The Bob Brown Foundation has asked the Australian Federal Police to investigate the legality of China-based mining giant MMG’s eight weeks of works on a tailings dam in Tasmania’s takayna/Tarkine rainforest without the necessary approvals from the federal Minister for the Environment, Sussan Ley. On Monday minister Ley notified MMG that she required an environment impact assessment of its plans to dump toxic wastes in the forest for the next 40 years before it could proceed.
Yesterday, following a letter to MMG from the BBF’s legal representative, Hobart solicitor Roland Browne, MMG stopped work and began removing heavy machinery from the contentious forest. Sixty-nine peaceful protesters have been arrested for slowing MMG’s earth-moving machinery.

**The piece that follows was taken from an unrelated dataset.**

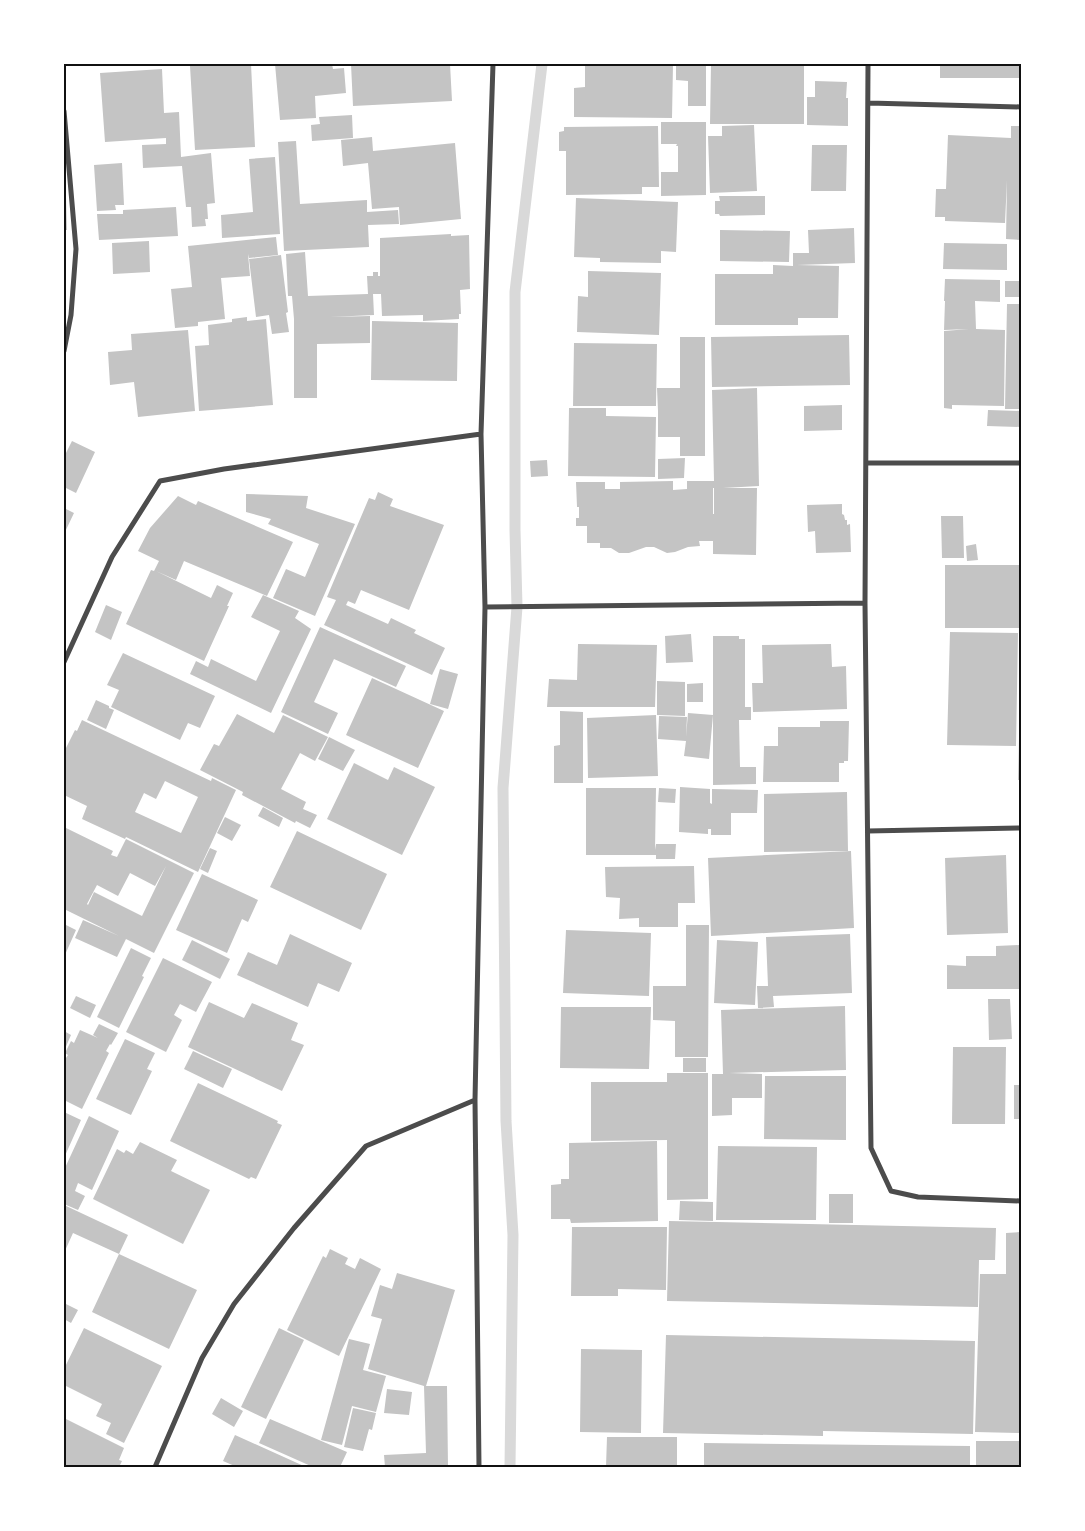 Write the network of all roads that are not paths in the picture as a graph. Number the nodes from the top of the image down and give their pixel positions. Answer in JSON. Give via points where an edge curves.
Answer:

“We believe MMG’s work on this destructive toxic dump proposal has been illegal from the outset, so we have asked the AFP to investigate. Investigations are already underway by Ms Ley’s departmental officers,” BBF Campaign Manager Jenny Weber said in Hobart today. “We want the ROAD CLOSED signs which Forestry Tasmania put there for MMG to be removed so the public, which owns the rainforest, can walk in and see it for themselves. This is part of the takayna rainforest for people to enjoy, not destroy.”
The Morrison government’s inquirer into Commonwealth environment laws called for a green ‘cop on the beat’. MMG’s invasion of the takayna rainforest, which is crucial wildlife habitat, shows why Samuels was right and Ley should not have rejected his recommendation out of hand,” Weber said.